> **PROBLEM REQUIREMENTS**: From the entries below, copy each line in which the word "hand" occurs.

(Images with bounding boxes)
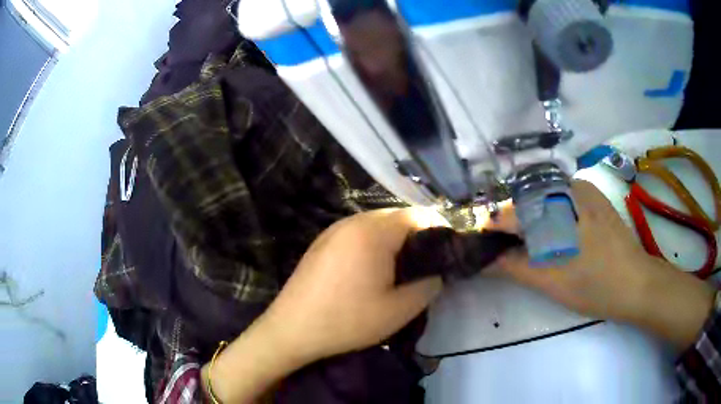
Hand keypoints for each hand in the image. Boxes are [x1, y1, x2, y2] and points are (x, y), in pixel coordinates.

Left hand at [261, 207, 444, 362]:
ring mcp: (333, 229)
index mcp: (373, 232)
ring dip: (394, 239)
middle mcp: (353, 221)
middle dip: (416, 235)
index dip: (438, 230)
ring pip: (376, 224)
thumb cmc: (347, 321)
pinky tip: (371, 269)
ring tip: (401, 267)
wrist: (292, 329)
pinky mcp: (322, 241)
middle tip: (426, 263)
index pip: (418, 215)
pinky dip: (373, 243)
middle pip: (396, 216)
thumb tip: (438, 272)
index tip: (446, 253)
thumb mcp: (398, 310)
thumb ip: (428, 286)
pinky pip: (357, 233)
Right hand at [490, 180, 714, 347]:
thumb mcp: (550, 281)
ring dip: (530, 219)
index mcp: (557, 204)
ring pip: (542, 198)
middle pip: (525, 201)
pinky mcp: (592, 195)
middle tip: (506, 252)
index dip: (492, 229)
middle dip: (511, 225)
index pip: (511, 211)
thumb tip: (482, 261)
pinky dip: (548, 214)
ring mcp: (582, 187)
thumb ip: (512, 267)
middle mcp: (567, 185)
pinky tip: (553, 235)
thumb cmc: (594, 285)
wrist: (636, 283)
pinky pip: (559, 199)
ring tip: (529, 246)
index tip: (482, 246)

> **ANSWER BELOW**:
Hand keypoints for each hand in the image. Boxes are [x1, y1, x2, y2] and points are (x, y), in pixel coordinates.
Left hand at [261, 207, 444, 362]:
Right hand at [490, 180, 714, 347]:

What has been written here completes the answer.